No serious person can cover politics as a journalist and not develop opinions and perspectives. These views cannot help but inform journalistic coverage. The best one can hope for is that journalists are sufficiently introspective to try to be balanced in their reporting. The one advantage of having a known partisan as a journalist is that at least the perspective from which that person reports is apparent. News consumers are thus free to weigh this potential bias with the information presented.

Another partisan that seemed to have made a successful transition from partisanship to journalism is George Stephanopoulos. Stephanopoulos was the White House Communications Director for President Clinton and is now the host of ABC’s This Week.

Recently, Stephanopoulos interviewed his old boss, one-on-one. One might have thought that ABC would blush, at least a little, in embarrassment to have a former president being interviewed by his former chief Communications Director, the person hired to handle the press, in a straight news interview. The lineup has the outward credibility of a political infomercial.

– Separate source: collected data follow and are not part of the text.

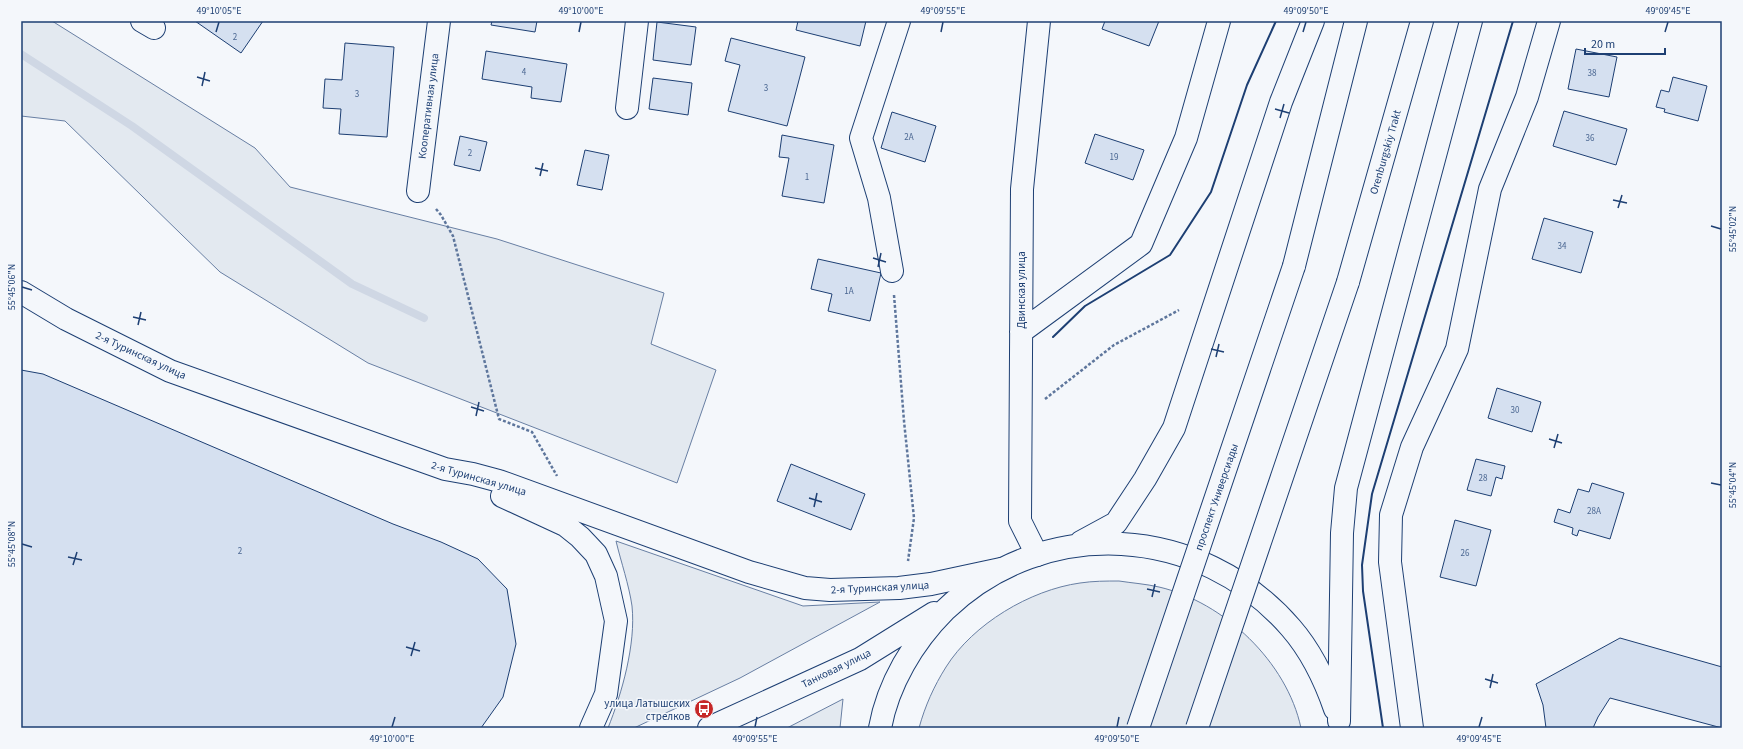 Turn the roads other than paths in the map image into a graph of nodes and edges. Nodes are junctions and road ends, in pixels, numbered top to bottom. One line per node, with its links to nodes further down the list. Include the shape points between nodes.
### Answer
1 (439, 21): 12 (main road, Кооперативная улица)
2 (637, 21): 11 (main road)
3 (899, 21): 13 (main road, via 861,138 879,198)
4 (1039, 21): 15 (main road, Двинская улица, via 1022,189)
5 (1219, 21): 15 (main road, via 1186,138 1141,244)
6 (1313, 21): 17 (main road, via 1281,102 1174,428 1116,523)
7 (1356, 21): 25 (main road, проспект Универсиады, bridge, via 1294,266)
8 (1422, 21): 26 (main road, Orenburgskiy Trakt, bridge, via 1348,282)
9 (1471, 21): 21 (main road, via 1346,488 1342,533)
10 (1549, 21): 27 (main road, via 1527,97 1490,189 1457,349 1412,447 1391,515 1390,562)
11 (627, 108)
12 (418, 191)
13 (892, 271)
14 (21, 292): 16 (main road, 2-я Туринская улица, via 66,319 170,371)
15 (1021, 332): 18 (main road, Двинская улица, via 1020,521)
16 (445, 470): 19 (main road, 2-я Туринская улица, via 499,481 749,572 805,588 899,588 931,584); 22 (main road, via 565,525 596,554 606,576 616,621 606,694)
17 (1073, 546): 18 (main road); 21 (main road, via 1107,543 1142,545 1176,553 1209,565 1240,582 1268,604 1296,634 1312,657 1328,688)
18 (1037, 555): 19 (main road)
19 (1002, 568): 20 (main road)
20 (958, 599): 23 (main road, Танковая улица, via 860,659); 24 (main road, via 932,623 911,652 894,683)
21 (1340, 725)
22 (591, 728)
23 (709, 728)
24 (880, 728)
25 (1138, 728)
26 (1196, 728)
27 (1412, 728)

Stephanopoulos has generally been earnest and sincerely attempts to be balanced. This is what makes his performance when interviewing former President Bill Clinton so disappointing. We have come to expect that Clinton would violate the polite and respectful convention of not commenting on a successor President’s policies. It is no surprise that Clinton dissembles and deliberately misleads in conspicuous ways. However, one would have hoped that Stephanopoulos would have called Clinton on a few of his more outrageous remarks.

In the September 18, 2005 interview with Stephanopoulos, Clinton criticized President Bush’s Iraq policy while at the same time rewriting history by claiming, that prior to the liberation of Iraq, there was “no evidence that there were any weapons of mass destruction.” The variance of this statement now with statements he and his Administration made in the past are almost too numerous to list.

In 1998, Clinton said, “The community of nations may see more and more of the very kind of threat Iraq poses now: a rogue state with weapons of mass destruction, ready to use them or provide them to terrorists. If we fail to respond today, Saddam and all those who would follow in his footsteps will be emboldened tomorrow.”

William Cohen, Clinton’s Secretary of Defense, was “absolutely convinced that there are weapons…” He went on to say, “I saw evidence back in 1998 when we would see the inspectors being barred from gaining entry into a warehouse for three hours with trucks rolling up and then moving those trucks out.”

Clinton’s Secretary of State Madeline Albright told the country that “Saddam’s goal … is to achieve the lifting of UN sanctions while retaining and enhancing Iraq’s weapons of mass destruction programs.”

Hussein never complied with weapon’s inspectors and never accounted for stockpiles of anthrax his government originally conceded having. The present assertion by Clinton that there was “no evidence” then of weapons of mass destruction is disingenuous at best. Clinton’s fidelity to the truth is a measure of his character and he rarely fails to disappoint. From Stephanopoulos we had expected more. Perhaps Stephanopoulos was too awed to challenge his former boss to reconcile his present statement with previous ones. Perhaps Stephanopoulos was too respectful to confront the former president’s contradictory statements. In any case, the journalist in Stephanopoulos failed and tarnished whatever respect he has been able to earn.